That sounds promising and would explain a lot.

> > and where we could get
> > the fixed code to give it a try?
> 
> This I'm not sure of these days...

Well, we've compiled io-pkt from the released source, so if we knew what to change, we could modify the source and try 
it here.

Or maybe I should ask our FAE for an update?

What would be the best course of action?

Thanks,
lew
Re: mbuf corruption  
Talk to your FAE and ask how to get the fix.

You may need a support plan and the FAE will be glad to enroll you in one.


On 11-06-03 9:22 AM, "Lewis Donzis" <community-noreply@qnx.com> wrote:

>> > A mutexing issue in the pool allocator.
> 
> That sounds promising and would explain a lot.
> 
>>> > > and where we could get
>>> > > the fixed code to give it a try?
>> >
>> > This I'm not sure of these days...
> 
> Well, we've compiled io-pkt from the released source, so if we knew what to
> change, we could modify the source and try it here.
> 
> Or maybe I should ask our FAE for an update?
> 
> What would be the best course of action?
> 
> Thanks,
> lew
> 
> 
> 
> _______________________________________________
> 
> Technology
> http://community.qnx.com/sf/go/post86425
> 
> 

Re: mbuf corruption  
> Talk to your FAE and ask how to get the fix.
> 
> You may need a support plan and the FAE will be glad to enroll you in one.

No problem.  We already have an active support plan, so I just opened a case.

Thanks,

lew
Re: RE: mbuf corruption  
> A mutexing issue in the pool allocator.

Sean,

We're trying to come up with a test case that would let you see this more easily, and that is proving difficult.  One 
thing that helps a lot is changing the e1000 driver to do receive processing in its own separate thread, and using 
poke_stack_pkt_q() to get another thread to become the stack (more like the io-net model).  At that point, we can make 
it fail reasonably often by directing a decent load (about 500,000 packets/sec) at the machine and then running "tcpdump
 -c1" in a loop, to cause the interface to go in/out of promiscuous mode.  If we don't use poke_stack_pkt_q(), it fails 
so rarely as to be useless.  I was thinking that this might be similar to how the shim drivers operate, so we'll try 
replicating it with a released shim driver.

Note that the problem is a lot more serious for us than going into promiscuous mode -- we have occasional random 
failures, but they are very rare, so we're just searching for some way to cause it to happen more frequently.
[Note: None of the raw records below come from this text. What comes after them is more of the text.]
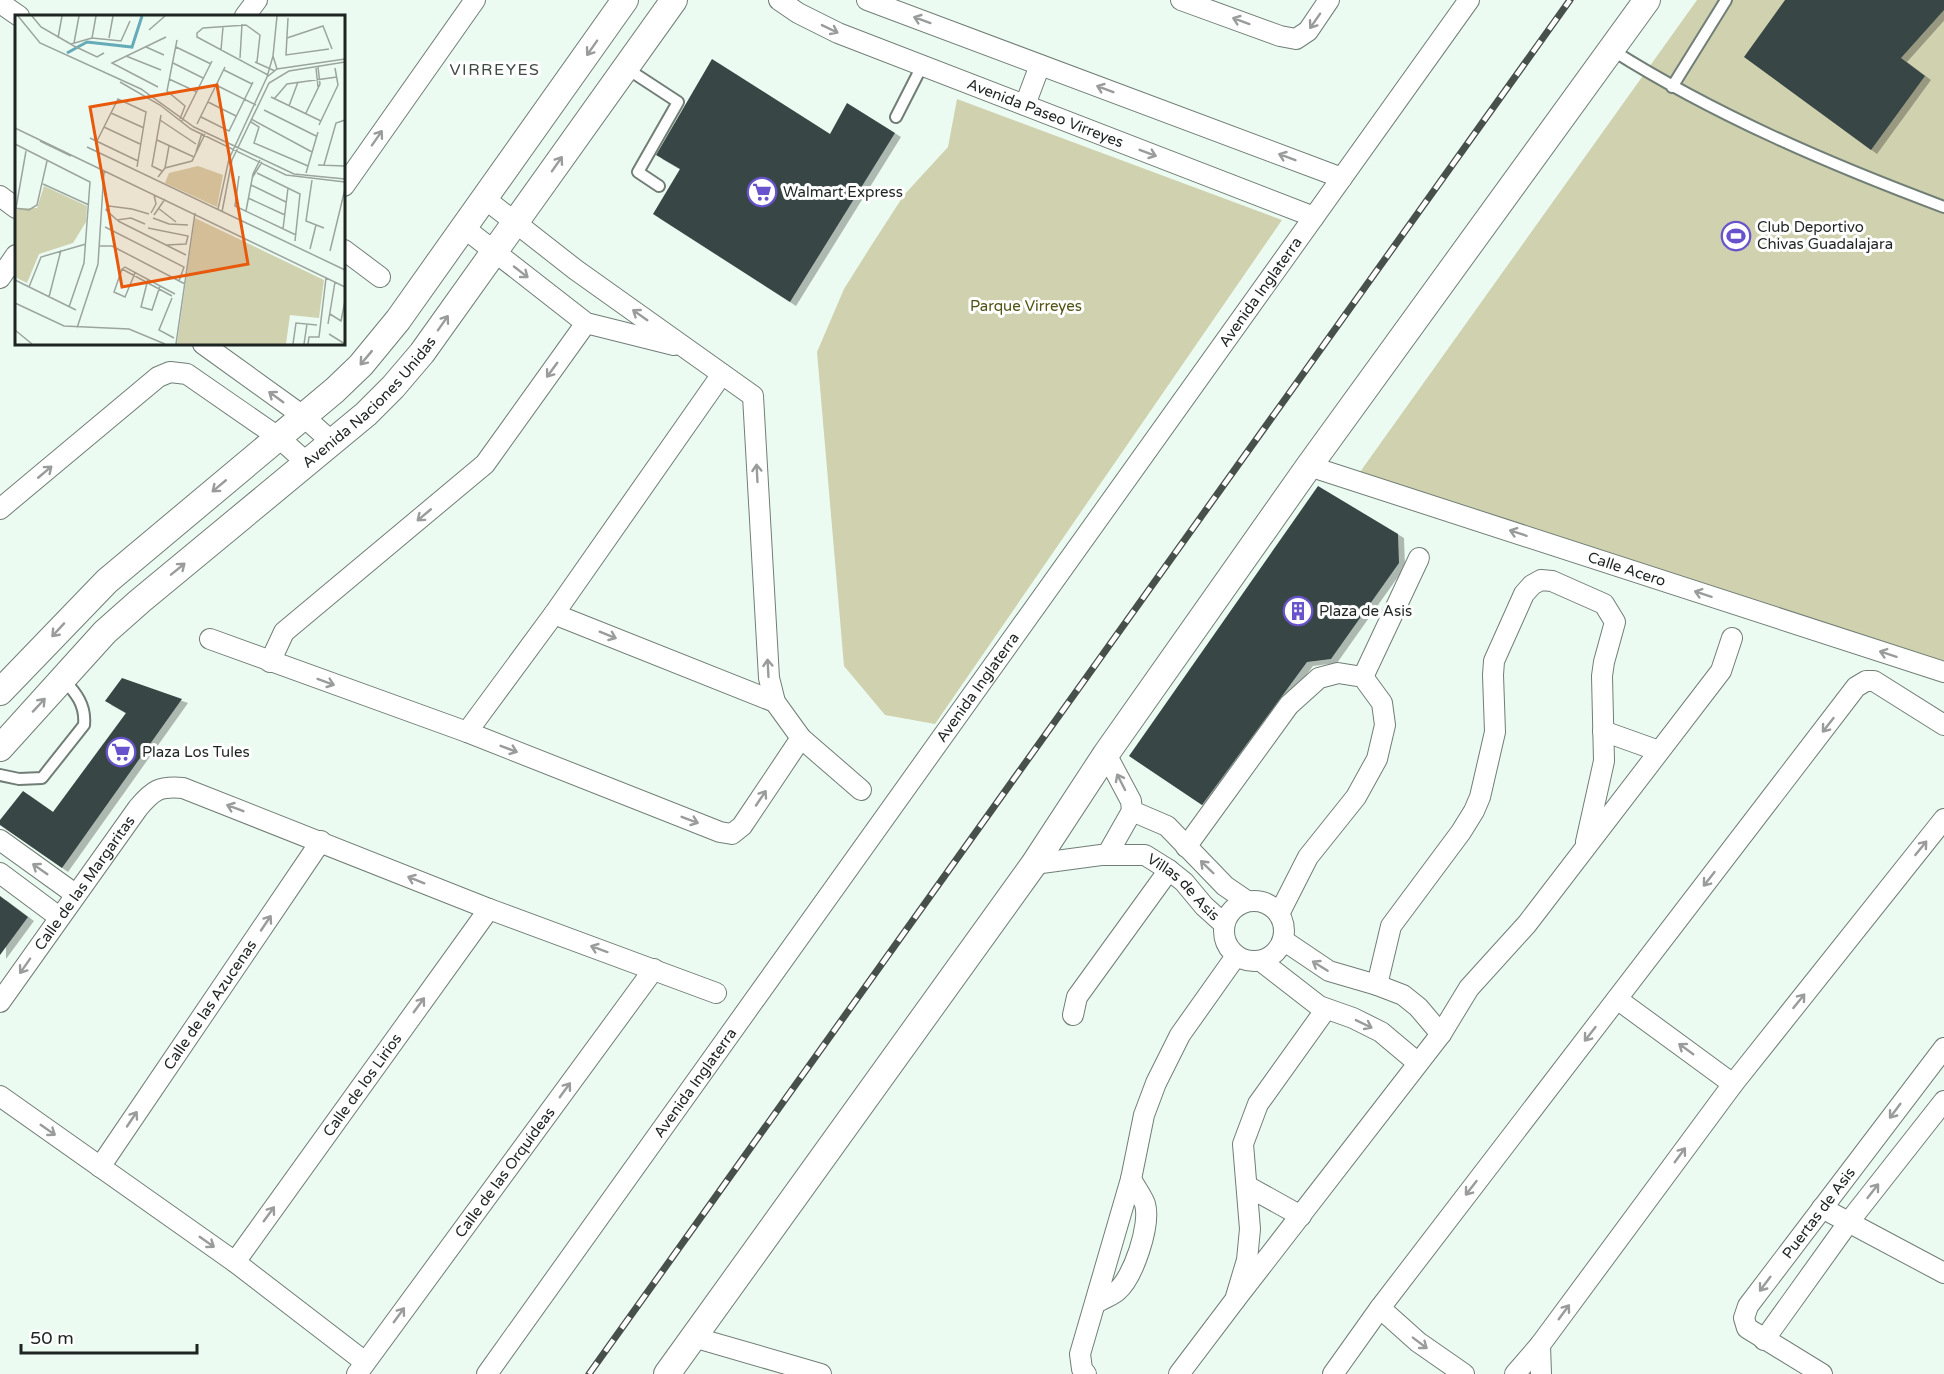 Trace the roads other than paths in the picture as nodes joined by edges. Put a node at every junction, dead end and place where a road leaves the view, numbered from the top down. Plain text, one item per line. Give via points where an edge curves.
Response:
1 (257, 0) edge
2 (475, 0) edge
3 (626, 0) edge
4 (674, 0) edge
5 (779, 0) edge
6 (867, 0) edge
7 (1181, 0) edge
8 (1329, 0) edge
9 (1469, 0) edge
10 (1647, 0) edge
11 (1726, 0) edge
12 (246, 15) edge
13 (1611, 50) junction
14 (1040, 64) junction
15 (922, 66) junction
16 (626, 68) junction
17 (1672, 87) junction
18 (1025, 105) junction
19 (896, 117) dead end
20 (1342, 178) junction
21 (345, 185) edge
22 (659, 186) dead end
23 (0, 196) edge
24 (484, 198) junction
25 (15, 207) edge
26 (1944, 207) edge
27 (1314, 217) junction
28 (515, 223) junction
29 (464, 227) junction
30 (345, 251) edge
31 (494, 251) junction
32 (15, 256) edge
33 (380, 277) dead end
34 (0, 278) edge
35 (586, 323) junction
36 (204, 345) edge
37 (686, 348) junction
38 (722, 374) junction
39 (303, 416) junction
40 (278, 437) junction
41 (332, 442) junction
42 (307, 463) junction
43 (1309, 466) junction
44 (0, 509) edge
45 (1419, 558) dead end
46 (80, 607) junction
47 (554, 614) junction
48 (105, 632) junction
49 (1732, 638) dead end
50 (210, 639) dead end
51 (270, 662) junction
52 (1944, 672) edge
53 (1363, 677) junction
54 (63, 679) junction
55 (0, 693) edge
56 (775, 702) junction
57 (1944, 725) edge
58 (1603, 731) junction
59 (467, 732) junction
60 (801, 738) junction
61 (0, 748) edge
62 (1659, 751) junction
63 (1106, 754) junction
64 (0, 776) edge
65 (861, 790) dead end
66 (1132, 811) junction
67 (1944, 819) edge
68 (0, 840) edge
69 (321, 841) junction
70 (1186, 847) junction
71 (1585, 848) junction
72 (1107, 855) junction
73 (1034, 864) junction
74 (1169, 870) junction
75 (0, 873) edge
76 (75, 894) junction
77 (1247, 902) junction
78 (489, 909) junction
79 (1279, 914) junction
80 (59, 917) junction
81 (1224, 924) junction
82 (1283, 940) junction
83 (1236, 956) junction
84 (1261, 961) junction
85 (654, 969) junction
86 (1377, 985) junction
87 (716, 993) dead end
88 (1617, 999) junction
89 (0, 1002) edge
90 (1326, 1009) junction
91 (1073, 1015) dead end
92 (1441, 1034) junction
93 (1944, 1048) edge
94 (1418, 1064) junction
95 (1733, 1084) junction
96 (1915, 1086) junction
97 (0, 1096) edge
98 (1944, 1102) edge
99 (99, 1167) junction
100 (1131, 1179) junction
101 (1247, 1186) junction
102 (1822, 1208) junction
103 (1300, 1216) junction
104 (1848, 1223) junction
105 (235, 1262) junction
106 (1944, 1273) edge
107 (1235, 1300) junction
108 (1096, 1303) junction
109 (1380, 1308) junction
110 (693, 1337) junction
111 (1764, 1340) junction
112 (1540, 1345) junction
113 (361, 1368) edge
114 (487, 1374) edge
115 (667, 1374) edge
116 (821, 1374) edge
117 (1086, 1374) edge
118 (1179, 1374) edge
119 (1333, 1374) edge
120 (1464, 1374) edge
121 (1515, 1374) edge
122 (1541, 1374) edge
123 (1822, 1374) edge

1 - 12 street
21 -> 2 street
3 -> 24 street, Avenida Naciones Unidas
4 - 16 street, Avenida Naciones Unidas
5 -> 15 street, Avenida Paseo Virreyes via 838,33
14 -> 6 street
8 -> 7 street via 1308,31 1296,39
9 - 20 street, Avenida Inglaterra
10 - 13 street
11 - 17 lane
13 - 17 lane
13 - 43 street
14 - 18 street
20 -> 14 street
15 - 18 street, Avenida Paseo Virreyes
15 - 19 lane
16 - 22 lane via 678,102 638,172
28 -> 16 street, Avenida Naciones Unidas
17 - 26 lane via 1862,176
18 -> 27 street, Avenida Paseo Virreyes
20 - 27 street, Avenida Inglaterra
23 - 25 street
24 - 28 street
24 - 29 street, Avenida Naciones Unidas
27 - 114 street, Avenida Inglaterra
28 - 31 street, Avenida Naciones Unidas
37 -> 28 street
29 - 31 street
29 -> 39 street, Avenida Naciones Unidas via 361,365
30 - 33 street
31 -> 35 street
41 -> 31 street, Avenida Naciones Unidas via 379,401 422,353
32 - 34 street
35 - 37 street
35 -> 51 street via 485,464 284,632
39 -> 36 street
37 - 38 street
38 - 47 street
56 -> 38 street via 769,678 753,396
39 - 40 street, Avenida Naciones Unidas
39 - 41 street
40 - 42 street
44 -> 40 street via 158,377 170,372 187,374
40 -> 46 street, Avenida Naciones Unidas
41 - 42 street, Avenida Naciones Unidas
48 -> 42 street, Avenida Naciones Unidas
52 -> 43 street, Calle Acero
43 - 63 street
45 - 53 street
46 - 48 street
46 -> 55 street, Avenida Naciones Unidas
47 -> 56 street
47 - 59 street
48 - 54 street, Avenida Naciones Unidas
49 - 62 street via 1721,670
50 - 51 street
51 -> 59 street
53 - 70 street via 1338,673 1319,678 1289,705
53 - 79 street via 1382,703 1385,725 1377,759 1356,797 1308,857
61 -> 54 street, Avenida Naciones Unidas
54 - 64 lane via 83,706 84,725 42,778
56 - 60 street
57 -> 88 street via 1874,681 1856,687
58 - 62 street
58 - 71 street via 1604,761
58 - 86 street via 1602,676 1615,622 1604,604 1541,580 1524,594 1494,661 1494,744 1474,811 1391,926
59 -> 60 street via 732,834 742,826
60 - 65 street
62 - 71 street
66 -> 63 street via 1131,801
63 - 73 street
66 - 70 street, Villas de Asis via 1167,826
66 - 72 street
95 -> 67 street
76 -> 68 street
69 -> 76 street, Calle de las Margaritas via 183,788 166,787 151,792
78 -> 69 street
99 -> 69 street, Calle de las Azucenas
77 -> 70 street, Villas de Asis
71 - 92 street via 1527,924 1469,987
72 - 73 street, Villas de Asis
72 - 74 street, Villas de Asis via 1144,855
73 - 110 street
74 - 81 street, Villas de Asis
74 - 91 street via 1077,997
75 - 80 street
76 - 80 street, Calle de las Margaritas
77 - 79 street via 1259,901
77 - 81 street via 1237,906
85 -> 78 street
105 -> 78 street, Calle de los Lirios
79 - 82 street
80 -> 89 street, Calle de las Margaritas
81 - 83 street via 1228,947
82 - 84 street via 1275,953
86 -> 82 street via 1329,971
83 - 84 street
83 - 100 street via 1180,1035 1156,1083 1144,1115
84 - 90 street
85 - 87 street
113 -> 85 street, Calle de las Orquídeas
86 - 92 street via 1408,999
95 -> 88 street
88 -> 109 street
90 -> 94 street via 1381,1032
90 - 101 street via 1258,1104 1243,1144
92 - 94 street
93 - 96 street, Puertas de Asis
94 - 103 street
112 -> 95 street
96 - 98 street, Puertas de Asis
96 -> 102 street, Puertas de Asis
97 -> 99 street
104 -> 98 street, Puertas de Asis
99 -> 105 street
100 - 108 street
100 - 108 street via 1145,1204 1141,1245 1133,1268 1117,1292
101 - 103 street
101 - 107 street via 1247,1260
102 - 104 street
102 -> 111 street, Puertas de Asis via 1748,1306 1744,1318 1747,1328
103 - 107 street
104 - 106 street
104 - 111 street, Puertas de Asis
105 - 113 street
107 - 118 street
108 - 117 street via 1080,1354
109 - 119 street
109 -> 120 street via 1418,1342
110 - 115 street
110 - 116 street
111 - 123 street, Puertas de Asis
112 - 121 street
112 - 122 street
In any event, after tracing through the driver, the mbuf library, and the pool allocator, it appears that something in 
the pool gets corrupted while it's unallocated.  99% of the time, everything works fine.  But every now and then, 
pcg_get() returns an object which points to 0x0f320700, which is not a valid pointer (which of course leads to a SEGV). 
 Sometimes, the pointer is null, and rarely it's -1, but about 90% of the time, it's the above magic value.  We can see 
that pcg_get() is returning a corrupted object, but we also instrumented pcg_put() and nothing ever intentionally frees 
a "bad" object.

Does any of this sound familiar?

Support sent us an io-pkt-v6 to try, and it made no difference, but I don't know how to verify whether it actually 
contains the fix you mentioned previously.

Thanks,
lew
Re: RE: mbuf corruption  
We found the problem.  It's in the e1000 driver, where it doesn't clear the status of packets when initializing the ring
.

We had previously mentioned this to Hugh and had implemented a fix, but our fix wasn't in the right part of the code to 
get executed in this case.

lew
Re: RE: mbuf corruption  
Sean,

We thought we had this fixed, but the prior (e1000 related) problem was something entirely different -- the previous 
problem was corrupting mbufs by DMAing into them at bad times.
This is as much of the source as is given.